In our final problem set we used the impedance transformation for calculations related to a microslot antenna. This transformation wasn’t familiar to me, and is apparently covered in the third year ECE fields class. I found a derivation of this in [1], but the idea is really simple and follows from the reflection coefficient calculation for a normal reflection configuration.

Consider a normal field reflection between two interfaces, as sketched in fig. 1.

fig. 1. Normal reflection and transmission between two media.

The fields are

\label{eqn:impedanceTransformation:40}
\BE^\textrm{i} = \xcap E_0 e^{-j k_1 z}

\label{eqn:impedanceTransformation:60}
\BH^\textrm{i} = \ycap \frac{E_0}{\eta_1} e^{-j k_1 z}

\label{eqn:impedanceTransformation:80}
\BE^\textrm{r} = \xcap \Gamma E_0 e^{j k_1 z}

\label{eqn:impedanceTransformation:100}
\BH^\textrm{r} = -\ycap \Gamma \frac{E_0}{\eta_1} e^{j k_1 z}

\label{eqn:impedanceTransformation:120}
\BE^\textrm{t} = \xcap E_0 T e^{-j k_2 z}

\label{eqn:impedanceTransformation:140}
\BH^\textrm{t} = \ycap \frac{E_0}{\eta_1} T e^{-j k_2 z}.

The field orientations have been picked so that the tangential component of the electric field is $$\xcap$$ oriented for all of the incident, reflected, and transmitted components. Requiring equality of the tangential field components at the interface gives

\label{eqn:impedanceTransformation:180}
1 + \Gamma = T

\label{eqn:impedanceTransformation:200}
\inv{\eta_1} – \frac{\Gamma}{\eta_1} = \frac{T}{\eta_2}.

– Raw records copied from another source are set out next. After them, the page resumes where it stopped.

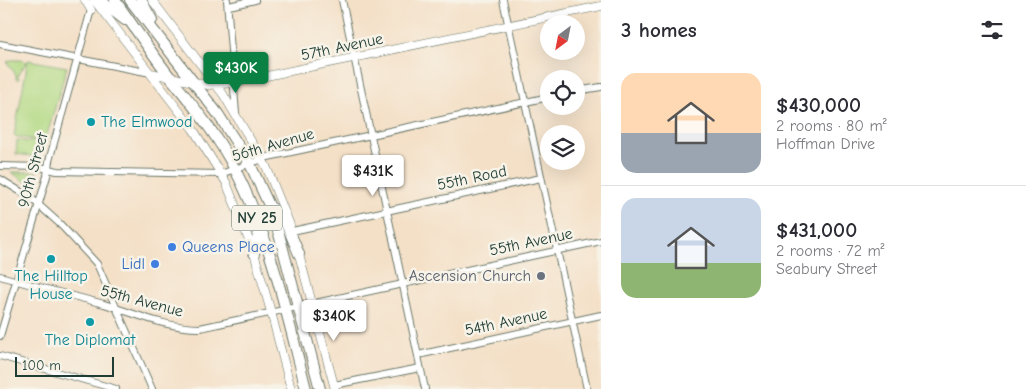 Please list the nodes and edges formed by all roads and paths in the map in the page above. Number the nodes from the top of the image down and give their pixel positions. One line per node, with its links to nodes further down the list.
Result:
1 (85, 0): 13 (street)
2 (94, 0): 20 (street)
3 (102, 0): 15 (main road)
4 (115, 0): 15 (main road, NY 25)
5 (130, 0): 17 (main road, NY 25)
6 (141, 0): 17 (main road)
7 (152, 0): 24 (street)
8 (255, 0): 11 (street)
9 (342, 0): 19 (street)
10 (503, 0): 14 (street)
11 (228, 3): 23 (street)
12 (601, 6): 14 (street, 57th Avenue)
13 (91, 10): 18 (street, 90th Street)
14 (508, 26): 19 (street, 57th Avenue); 28 (street)
15 (134, 27): 21 (main road, NY 25)
16 (0, 44): 18 (street, 57th Avenue)
17 (169, 49): 22 (main road, NY 25)
18 (78, 59): 20 (street, 57th Avenue); 34 (street, 90th Street)
19 (354, 59): 23 (street, 57th Avenue); 30 (street)
20 (151, 73): 21 (street, 57th Avenue); 36 (street)
21 (170, 76): 22 (street, 57th Avenue); 35 (main road, NY 25)
22 (194, 82): 24 (street, 57th Avenue); 32 (main road, NY 25)
23 (233, 83): 24 (street, 57th Avenue); 29 (street)
24 (218, 85): 29 (street)
25 (601, 87): 26 (street)
26 (585, 90)
27 (540, 98): 28 (street, 56th Avenue)
28 (525, 101): 30 (street, 56th Avenue); 37 (street)
29 (236, 116): 31 (street)
30 (370, 135): 31 (street, 56th Avenue); 41 (street)
31 (262, 159): 32 (street, 56th Avenue); 43 (street)
32 (250, 164): 35 (street, 56th Avenue); 39 (main road, NY 25)
33 (0, 166): 34 (street, 56th Avenue)
34 (48, 169): 36 (street, 56th Avenue); 40 (street, 90th Street)
35 (235, 170): 36 (street, 56th Avenue); 42 (main road, NY 25)
36 (221, 174): 46 (street)
37 (541, 178): 41 (street, 55th Road); 45 (street)
38 (0, 179): 40 (street)
39 (268, 202): 47 (main road); 52 (main road, NY 25)
40 (38, 205): 49 (street, 90th Street); 53 (street)
41 (387, 210): 43 (street, 55th Road); 50 (street)
42 (256, 214): 46 (main road); 54 (main road, NY 25)
43 (292, 231): 47 (street)
44 (601, 240): 45 (street, 55th Avenue)
45 (557, 250): 50 (street, 55th Avenue); 57 (street)
46 (254, 253): 55 (street)
47 (299, 254): 51 (street)
48 (0, 276): 49 (street, 55th Avenue)
49 (17, 281): 53 (street, 55th Avenue); 58 (street, 90th Street)
50 (402, 284): 51 (street, 55th Avenue); 59 (street)
51 (313, 303): 52 (street, 55th Avenue); 62 (street)
52 (299, 306): 54 (street, 55th Avenue); 67 (main road, NY 25)
53 (117, 309): 55 (street, 55th Avenue); 64 (street)
54 (286, 309): 55 (street, 55th Avenue); 66 (main road, NY 25)
55 (271, 312): 65 (street)
56 (601, 316): 57 (street, 54th Avenue)
57 (572, 322): 59 (street, 54th Avenue); 69 (street)
58 (0, 336)
59 (418, 355): 61 (street)
60 (0, 356): 63 (street)
61 (420, 368): 62 (street); 68 (street)
62 (334, 387)
63 (116, 389)
64 (152, 389)
65 (291, 389)
66 (306, 389)
67 (320, 389)
68 (425, 389)
69 (587, 389)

Solving for the transmission coefficient gives

\label{eqn:impedanceTransformation:220}
\begin{aligned}
T
&= \frac{2}{ 1 + \frac{\eta_1}{\eta_2} } \\
&= \frac{2 \eta_2}{ \eta_2 + \eta_1 },
\end{aligned}

and for the reflection coefficient

\label{eqn:impedanceTransformation:240}
\begin{aligned}
\Gamma
&= T – 1 \\
&= \frac{2 \eta_2 – \eta_1 – \eta_2}{ \eta_2 + \eta_1 } \\
&= \frac{\eta_2 – \eta_1 }{ \eta_2 + \eta_1 }.
\end{aligned}

The total fields in medium 1 at the point $$z = -l$$ are

\label{eqn:impedanceTransformation:280}
\BE^\textrm{i} + \BE^\textrm{r}
=
\xcap E_0 \lr{ e^{ -j k_1 (-l)} + \Gamma e^{ j k_1 (-l) } }

\label{eqn:impedanceTransformation:300}
\BH^\textrm{i} + \BH^\textrm{r}
=
\ycap \frac{E_0}{\eta_1} \lr{ e^{ -j k_1 (-l)} – \Gamma e^{ j k_1 (-l) }}.

The ratio of the electric field strength to the magnetic field strength is defined as the input impedance

\label{eqn:impedanceTransformation:320}
Z_{\textrm{in}} \equiv \evalbar{\frac{E^\textrm{i} + E^\textrm{r}}{H^\textrm{i} + H^\textrm{r}}}{ z = -l}.

That is

\label{eqn:impedanceTransformation:340}
\begin{aligned}
Z_{\textrm{in}}
&=
\eta_1 \frac{
e^{ j k_1 l} + \Gamma e^{ -j k_1 l }
}{
e^{ j k_1 l} – \Gamma e^{ -j k_1 l }
} \\
&=
\eta_1 \frac{
\lr{ \eta_1 + \eta_2} e^{ j k_1 l} + \lr{ \eta_2 – \eta_1} e^{ -j k_1 l }
}{
\lr{ \eta_1 + \eta_2} e^{ j k_1 l} – \lr{ \eta_2 – \eta_1} e^{ -j k_1 l }
} \\
&=
\eta_1 \frac{
\eta_2 \cos( k_1 l ) + \eta_1 j \sin( k_1 l)
}{
\eta_2 j \sin( k_1 l ) + \eta_1 \cos( k_1 l)
},
\end{aligned}

or
\label{eqn:impedanceTransformation:360}
\boxed{
Z_{\textrm{in}}
=
\eta_1 \frac{
\eta_2 + j \eta_1 \tan( k_1 l)
}{
\eta_1 + j \eta_2 \tan( k_1 l )
}.
}

# References

[1] Constantine A Balanis. Advanced engineering electromagnetics, chapter {Reflection and transmission}. Wiley New York, 1989.